§ **HOW TO COMPLETE THIS TASK**:
For every line of the material below, check for the string "letter" and return the line if it is there.
::::
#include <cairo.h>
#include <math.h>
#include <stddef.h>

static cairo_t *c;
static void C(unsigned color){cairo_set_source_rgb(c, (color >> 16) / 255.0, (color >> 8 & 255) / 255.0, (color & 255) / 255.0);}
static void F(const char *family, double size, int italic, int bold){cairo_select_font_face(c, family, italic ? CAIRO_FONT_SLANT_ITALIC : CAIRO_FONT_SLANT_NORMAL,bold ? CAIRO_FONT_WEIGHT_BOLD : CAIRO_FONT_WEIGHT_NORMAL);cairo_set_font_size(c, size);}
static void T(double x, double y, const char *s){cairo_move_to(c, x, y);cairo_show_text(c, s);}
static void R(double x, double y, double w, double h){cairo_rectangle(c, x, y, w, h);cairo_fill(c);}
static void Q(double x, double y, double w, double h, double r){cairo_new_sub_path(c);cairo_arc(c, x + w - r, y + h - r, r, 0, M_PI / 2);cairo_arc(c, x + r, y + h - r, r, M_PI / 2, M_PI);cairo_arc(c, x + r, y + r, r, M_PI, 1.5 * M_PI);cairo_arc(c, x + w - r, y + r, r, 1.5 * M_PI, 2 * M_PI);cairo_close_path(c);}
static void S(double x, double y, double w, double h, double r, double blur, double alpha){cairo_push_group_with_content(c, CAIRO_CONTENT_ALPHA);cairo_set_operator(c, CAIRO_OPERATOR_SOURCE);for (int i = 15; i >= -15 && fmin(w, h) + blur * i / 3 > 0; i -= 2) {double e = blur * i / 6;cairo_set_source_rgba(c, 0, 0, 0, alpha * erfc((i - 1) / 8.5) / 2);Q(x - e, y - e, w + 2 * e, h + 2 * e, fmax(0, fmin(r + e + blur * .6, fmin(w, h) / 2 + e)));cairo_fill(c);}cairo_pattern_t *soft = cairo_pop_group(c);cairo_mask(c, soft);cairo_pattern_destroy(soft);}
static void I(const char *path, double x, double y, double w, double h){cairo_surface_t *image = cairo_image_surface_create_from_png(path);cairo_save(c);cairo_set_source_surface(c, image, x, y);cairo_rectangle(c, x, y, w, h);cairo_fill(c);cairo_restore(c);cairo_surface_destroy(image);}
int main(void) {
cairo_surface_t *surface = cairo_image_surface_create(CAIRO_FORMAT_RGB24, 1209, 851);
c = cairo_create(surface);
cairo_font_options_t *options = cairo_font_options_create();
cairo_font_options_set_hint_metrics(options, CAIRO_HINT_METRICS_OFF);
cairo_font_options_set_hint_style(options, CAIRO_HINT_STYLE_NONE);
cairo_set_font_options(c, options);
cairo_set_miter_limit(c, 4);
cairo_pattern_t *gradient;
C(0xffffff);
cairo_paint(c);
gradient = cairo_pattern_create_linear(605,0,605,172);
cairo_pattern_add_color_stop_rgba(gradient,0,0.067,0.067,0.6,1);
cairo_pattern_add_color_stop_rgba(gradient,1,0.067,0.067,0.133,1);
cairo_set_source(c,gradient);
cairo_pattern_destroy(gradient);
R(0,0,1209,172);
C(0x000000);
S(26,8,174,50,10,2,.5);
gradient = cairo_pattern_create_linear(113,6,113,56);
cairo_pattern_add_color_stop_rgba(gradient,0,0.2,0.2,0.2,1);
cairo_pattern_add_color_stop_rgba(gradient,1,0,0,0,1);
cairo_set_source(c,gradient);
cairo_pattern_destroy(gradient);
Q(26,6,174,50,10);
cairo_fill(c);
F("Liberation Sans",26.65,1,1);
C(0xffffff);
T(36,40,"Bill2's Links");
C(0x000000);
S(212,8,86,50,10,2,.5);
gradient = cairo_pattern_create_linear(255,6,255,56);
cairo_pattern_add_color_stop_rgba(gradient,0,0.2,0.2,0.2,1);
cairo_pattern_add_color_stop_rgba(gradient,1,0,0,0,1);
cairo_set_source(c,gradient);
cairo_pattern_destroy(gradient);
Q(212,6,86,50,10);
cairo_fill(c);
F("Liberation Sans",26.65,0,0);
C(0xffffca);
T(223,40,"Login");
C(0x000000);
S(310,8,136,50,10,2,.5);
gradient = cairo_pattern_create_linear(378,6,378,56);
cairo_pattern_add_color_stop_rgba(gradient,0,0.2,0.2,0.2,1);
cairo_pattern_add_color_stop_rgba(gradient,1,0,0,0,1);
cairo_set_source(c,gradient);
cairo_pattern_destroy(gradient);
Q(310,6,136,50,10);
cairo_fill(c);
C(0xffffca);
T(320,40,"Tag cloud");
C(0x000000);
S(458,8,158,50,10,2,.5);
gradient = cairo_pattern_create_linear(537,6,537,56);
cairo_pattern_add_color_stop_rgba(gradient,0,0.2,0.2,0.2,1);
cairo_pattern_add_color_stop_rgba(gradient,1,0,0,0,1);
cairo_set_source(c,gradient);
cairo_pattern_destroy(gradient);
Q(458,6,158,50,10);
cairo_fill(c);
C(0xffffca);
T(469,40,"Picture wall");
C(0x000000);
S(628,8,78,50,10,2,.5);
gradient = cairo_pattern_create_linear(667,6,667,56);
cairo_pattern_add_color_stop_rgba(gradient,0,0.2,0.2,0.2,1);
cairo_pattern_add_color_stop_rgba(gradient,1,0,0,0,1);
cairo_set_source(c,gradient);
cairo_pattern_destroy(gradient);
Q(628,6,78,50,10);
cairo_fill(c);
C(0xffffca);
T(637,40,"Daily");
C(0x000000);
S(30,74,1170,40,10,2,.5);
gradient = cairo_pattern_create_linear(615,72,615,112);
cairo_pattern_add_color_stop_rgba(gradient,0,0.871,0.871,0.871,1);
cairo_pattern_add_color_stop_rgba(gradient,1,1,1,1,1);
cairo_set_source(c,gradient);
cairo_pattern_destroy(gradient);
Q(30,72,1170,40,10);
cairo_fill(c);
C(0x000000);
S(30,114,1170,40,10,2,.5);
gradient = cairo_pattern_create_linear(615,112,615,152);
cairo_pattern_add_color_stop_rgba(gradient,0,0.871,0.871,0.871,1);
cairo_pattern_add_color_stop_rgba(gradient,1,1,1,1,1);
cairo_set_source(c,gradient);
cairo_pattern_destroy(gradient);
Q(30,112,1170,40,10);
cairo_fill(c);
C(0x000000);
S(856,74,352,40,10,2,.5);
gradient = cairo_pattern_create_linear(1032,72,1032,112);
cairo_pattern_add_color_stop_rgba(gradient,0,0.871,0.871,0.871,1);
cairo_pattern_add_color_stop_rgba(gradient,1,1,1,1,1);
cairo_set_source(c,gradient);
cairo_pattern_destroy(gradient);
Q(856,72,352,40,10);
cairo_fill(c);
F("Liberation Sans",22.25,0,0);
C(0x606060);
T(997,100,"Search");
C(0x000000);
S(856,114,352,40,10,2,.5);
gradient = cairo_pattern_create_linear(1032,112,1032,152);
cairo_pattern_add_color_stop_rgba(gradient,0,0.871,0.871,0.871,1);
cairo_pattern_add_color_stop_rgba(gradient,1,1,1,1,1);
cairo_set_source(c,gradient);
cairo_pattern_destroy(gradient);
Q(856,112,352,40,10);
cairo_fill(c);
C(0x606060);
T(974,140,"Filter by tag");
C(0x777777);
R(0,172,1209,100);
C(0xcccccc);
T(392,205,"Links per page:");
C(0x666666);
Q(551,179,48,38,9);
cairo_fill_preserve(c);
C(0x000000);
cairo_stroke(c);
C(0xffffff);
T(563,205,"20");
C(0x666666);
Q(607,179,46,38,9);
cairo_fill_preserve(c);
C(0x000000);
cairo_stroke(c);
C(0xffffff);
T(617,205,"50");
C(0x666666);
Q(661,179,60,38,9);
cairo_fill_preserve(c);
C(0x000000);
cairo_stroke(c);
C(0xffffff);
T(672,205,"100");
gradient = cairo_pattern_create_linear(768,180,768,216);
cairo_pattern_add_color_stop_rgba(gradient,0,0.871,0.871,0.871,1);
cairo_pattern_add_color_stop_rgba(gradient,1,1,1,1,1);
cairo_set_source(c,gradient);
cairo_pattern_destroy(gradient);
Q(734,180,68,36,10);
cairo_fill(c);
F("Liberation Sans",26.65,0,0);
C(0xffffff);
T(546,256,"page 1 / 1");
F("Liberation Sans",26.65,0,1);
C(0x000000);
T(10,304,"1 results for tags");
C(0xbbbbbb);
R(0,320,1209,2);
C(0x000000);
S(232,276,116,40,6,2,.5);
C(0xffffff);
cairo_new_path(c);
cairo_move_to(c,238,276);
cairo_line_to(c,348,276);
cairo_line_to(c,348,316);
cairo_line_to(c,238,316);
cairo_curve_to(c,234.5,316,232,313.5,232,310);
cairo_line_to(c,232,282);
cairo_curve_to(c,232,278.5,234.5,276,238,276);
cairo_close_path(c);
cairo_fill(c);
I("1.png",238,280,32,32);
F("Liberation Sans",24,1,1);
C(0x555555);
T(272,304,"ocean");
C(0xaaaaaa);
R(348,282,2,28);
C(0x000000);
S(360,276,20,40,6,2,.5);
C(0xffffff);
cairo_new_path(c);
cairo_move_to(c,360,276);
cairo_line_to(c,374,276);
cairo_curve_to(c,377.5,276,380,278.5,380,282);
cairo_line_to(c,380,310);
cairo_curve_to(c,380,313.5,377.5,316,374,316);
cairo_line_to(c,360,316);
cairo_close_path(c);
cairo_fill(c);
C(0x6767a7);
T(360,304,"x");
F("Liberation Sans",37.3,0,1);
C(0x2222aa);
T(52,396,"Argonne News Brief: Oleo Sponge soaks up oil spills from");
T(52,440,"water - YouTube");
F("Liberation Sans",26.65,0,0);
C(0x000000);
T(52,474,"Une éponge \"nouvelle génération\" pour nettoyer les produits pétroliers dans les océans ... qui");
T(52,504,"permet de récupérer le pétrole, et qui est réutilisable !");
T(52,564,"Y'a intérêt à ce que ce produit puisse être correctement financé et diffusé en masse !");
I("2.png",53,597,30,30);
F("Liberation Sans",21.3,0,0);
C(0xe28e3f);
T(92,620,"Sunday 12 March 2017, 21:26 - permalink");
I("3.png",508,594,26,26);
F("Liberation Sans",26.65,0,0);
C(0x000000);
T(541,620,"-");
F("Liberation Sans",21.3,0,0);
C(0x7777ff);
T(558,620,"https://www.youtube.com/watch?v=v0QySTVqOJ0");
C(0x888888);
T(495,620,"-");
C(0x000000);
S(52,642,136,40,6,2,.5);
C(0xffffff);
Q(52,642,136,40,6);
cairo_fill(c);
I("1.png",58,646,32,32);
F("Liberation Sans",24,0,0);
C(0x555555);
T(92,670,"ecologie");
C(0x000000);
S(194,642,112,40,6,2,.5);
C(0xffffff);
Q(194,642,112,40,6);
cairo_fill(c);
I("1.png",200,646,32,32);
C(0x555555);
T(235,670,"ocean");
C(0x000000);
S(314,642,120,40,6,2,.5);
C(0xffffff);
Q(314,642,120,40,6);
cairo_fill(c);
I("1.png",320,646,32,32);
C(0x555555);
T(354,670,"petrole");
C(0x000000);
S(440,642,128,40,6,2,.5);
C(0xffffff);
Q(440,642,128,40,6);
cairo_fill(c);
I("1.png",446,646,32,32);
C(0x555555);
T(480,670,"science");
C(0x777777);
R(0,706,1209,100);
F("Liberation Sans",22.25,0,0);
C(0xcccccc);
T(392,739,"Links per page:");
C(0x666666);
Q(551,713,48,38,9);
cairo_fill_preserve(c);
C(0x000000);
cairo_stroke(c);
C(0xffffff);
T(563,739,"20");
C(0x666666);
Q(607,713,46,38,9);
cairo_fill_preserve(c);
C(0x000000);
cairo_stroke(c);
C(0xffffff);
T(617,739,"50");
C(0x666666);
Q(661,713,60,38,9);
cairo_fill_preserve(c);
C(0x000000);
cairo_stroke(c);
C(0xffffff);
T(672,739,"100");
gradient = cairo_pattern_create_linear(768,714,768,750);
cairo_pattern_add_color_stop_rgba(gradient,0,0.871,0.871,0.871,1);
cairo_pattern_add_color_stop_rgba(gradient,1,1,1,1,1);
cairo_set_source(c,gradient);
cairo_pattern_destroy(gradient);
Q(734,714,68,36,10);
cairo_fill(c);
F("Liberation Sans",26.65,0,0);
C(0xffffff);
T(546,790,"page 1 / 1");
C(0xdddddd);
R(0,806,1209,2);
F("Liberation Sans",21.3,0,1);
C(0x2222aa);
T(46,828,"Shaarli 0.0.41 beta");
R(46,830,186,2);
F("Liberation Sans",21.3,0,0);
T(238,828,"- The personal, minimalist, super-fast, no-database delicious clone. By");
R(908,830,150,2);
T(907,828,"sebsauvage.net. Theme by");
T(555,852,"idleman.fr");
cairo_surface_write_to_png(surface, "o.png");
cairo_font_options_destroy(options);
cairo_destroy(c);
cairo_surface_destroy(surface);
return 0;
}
::::
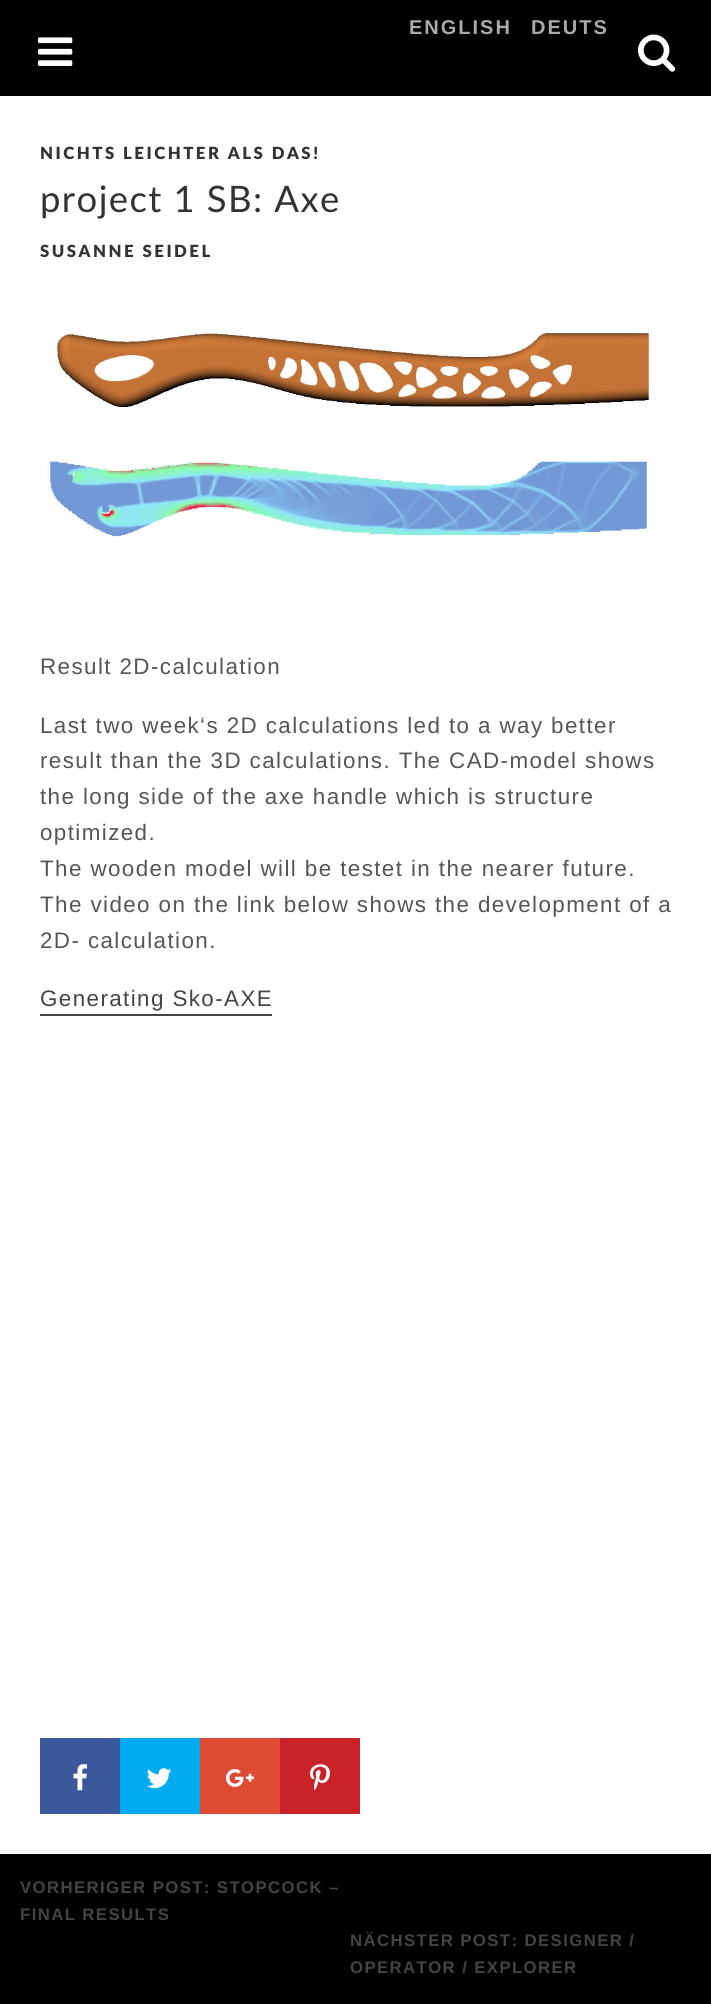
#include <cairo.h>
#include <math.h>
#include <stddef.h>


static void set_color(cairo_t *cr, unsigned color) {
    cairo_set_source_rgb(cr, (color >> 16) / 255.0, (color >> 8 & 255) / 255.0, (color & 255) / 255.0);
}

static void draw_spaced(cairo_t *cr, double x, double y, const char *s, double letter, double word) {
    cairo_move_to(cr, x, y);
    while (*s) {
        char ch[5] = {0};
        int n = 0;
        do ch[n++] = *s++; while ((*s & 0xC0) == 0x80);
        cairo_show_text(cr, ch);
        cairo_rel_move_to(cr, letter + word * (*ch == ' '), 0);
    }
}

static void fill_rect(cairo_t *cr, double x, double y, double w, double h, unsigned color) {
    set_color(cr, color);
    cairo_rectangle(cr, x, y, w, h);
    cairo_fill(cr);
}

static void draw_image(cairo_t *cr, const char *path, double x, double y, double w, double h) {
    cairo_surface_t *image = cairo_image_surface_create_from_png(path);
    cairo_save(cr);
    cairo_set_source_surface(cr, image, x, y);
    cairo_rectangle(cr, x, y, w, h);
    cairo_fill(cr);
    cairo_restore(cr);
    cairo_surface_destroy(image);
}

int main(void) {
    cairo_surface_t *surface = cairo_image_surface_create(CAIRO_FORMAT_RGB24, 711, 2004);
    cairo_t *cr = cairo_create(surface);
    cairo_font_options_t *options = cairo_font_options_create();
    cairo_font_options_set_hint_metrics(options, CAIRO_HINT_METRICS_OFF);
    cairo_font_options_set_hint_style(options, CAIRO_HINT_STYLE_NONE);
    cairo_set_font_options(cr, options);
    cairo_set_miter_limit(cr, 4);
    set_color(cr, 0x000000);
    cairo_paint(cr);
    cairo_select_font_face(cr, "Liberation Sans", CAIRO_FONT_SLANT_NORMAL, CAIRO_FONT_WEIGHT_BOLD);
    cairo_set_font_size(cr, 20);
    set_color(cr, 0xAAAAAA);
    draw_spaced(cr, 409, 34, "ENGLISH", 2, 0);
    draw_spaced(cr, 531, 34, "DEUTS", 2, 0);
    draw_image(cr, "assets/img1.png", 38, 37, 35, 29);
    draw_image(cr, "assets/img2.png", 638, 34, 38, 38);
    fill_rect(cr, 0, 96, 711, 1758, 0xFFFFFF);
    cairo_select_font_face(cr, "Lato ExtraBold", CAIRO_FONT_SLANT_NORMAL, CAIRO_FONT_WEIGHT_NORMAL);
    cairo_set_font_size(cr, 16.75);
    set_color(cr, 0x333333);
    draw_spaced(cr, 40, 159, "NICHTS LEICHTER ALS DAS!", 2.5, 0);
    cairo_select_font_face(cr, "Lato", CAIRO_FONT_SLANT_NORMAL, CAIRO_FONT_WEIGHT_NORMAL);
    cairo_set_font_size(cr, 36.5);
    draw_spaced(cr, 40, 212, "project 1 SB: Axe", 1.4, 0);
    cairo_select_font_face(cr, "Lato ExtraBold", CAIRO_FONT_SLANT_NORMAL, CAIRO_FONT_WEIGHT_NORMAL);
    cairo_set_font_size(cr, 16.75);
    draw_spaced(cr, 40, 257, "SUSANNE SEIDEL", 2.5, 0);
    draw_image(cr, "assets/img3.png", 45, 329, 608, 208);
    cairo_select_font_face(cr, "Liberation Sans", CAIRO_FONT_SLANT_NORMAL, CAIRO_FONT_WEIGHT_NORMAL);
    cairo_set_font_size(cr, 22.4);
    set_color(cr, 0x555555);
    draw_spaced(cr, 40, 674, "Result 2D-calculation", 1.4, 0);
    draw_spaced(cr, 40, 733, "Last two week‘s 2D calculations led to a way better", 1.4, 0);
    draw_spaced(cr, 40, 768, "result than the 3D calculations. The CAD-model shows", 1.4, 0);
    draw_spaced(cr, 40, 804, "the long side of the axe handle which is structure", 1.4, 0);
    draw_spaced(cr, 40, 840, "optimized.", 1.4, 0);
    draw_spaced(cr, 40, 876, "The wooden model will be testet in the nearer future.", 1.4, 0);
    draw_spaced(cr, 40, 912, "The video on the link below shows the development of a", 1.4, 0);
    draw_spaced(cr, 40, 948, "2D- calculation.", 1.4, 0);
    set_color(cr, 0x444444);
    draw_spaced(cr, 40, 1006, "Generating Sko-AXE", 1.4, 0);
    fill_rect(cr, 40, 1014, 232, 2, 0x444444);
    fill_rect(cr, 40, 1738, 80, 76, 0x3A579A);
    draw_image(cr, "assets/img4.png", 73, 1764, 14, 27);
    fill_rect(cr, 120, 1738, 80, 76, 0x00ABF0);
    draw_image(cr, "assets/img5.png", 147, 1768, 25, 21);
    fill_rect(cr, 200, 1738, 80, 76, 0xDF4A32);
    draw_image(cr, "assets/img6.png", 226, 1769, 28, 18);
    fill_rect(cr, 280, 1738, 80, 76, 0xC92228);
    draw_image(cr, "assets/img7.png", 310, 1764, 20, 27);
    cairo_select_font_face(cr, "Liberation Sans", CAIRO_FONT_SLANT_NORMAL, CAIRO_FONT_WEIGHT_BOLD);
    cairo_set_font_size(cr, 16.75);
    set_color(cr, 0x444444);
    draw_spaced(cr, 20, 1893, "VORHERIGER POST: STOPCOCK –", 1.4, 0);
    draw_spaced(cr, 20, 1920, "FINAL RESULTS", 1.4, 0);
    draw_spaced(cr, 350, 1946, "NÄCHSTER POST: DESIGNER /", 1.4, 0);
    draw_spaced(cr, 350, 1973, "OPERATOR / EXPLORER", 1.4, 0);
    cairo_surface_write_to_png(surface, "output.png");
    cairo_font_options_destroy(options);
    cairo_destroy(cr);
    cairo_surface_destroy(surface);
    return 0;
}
::::
§ **RESPONSE**:
static void draw_spaced(cairo_t *cr, double x, double y, const char *s, double letter, double word) {
        cairo_rel_move_to(cr, letter + word * (*ch == ' '), 0);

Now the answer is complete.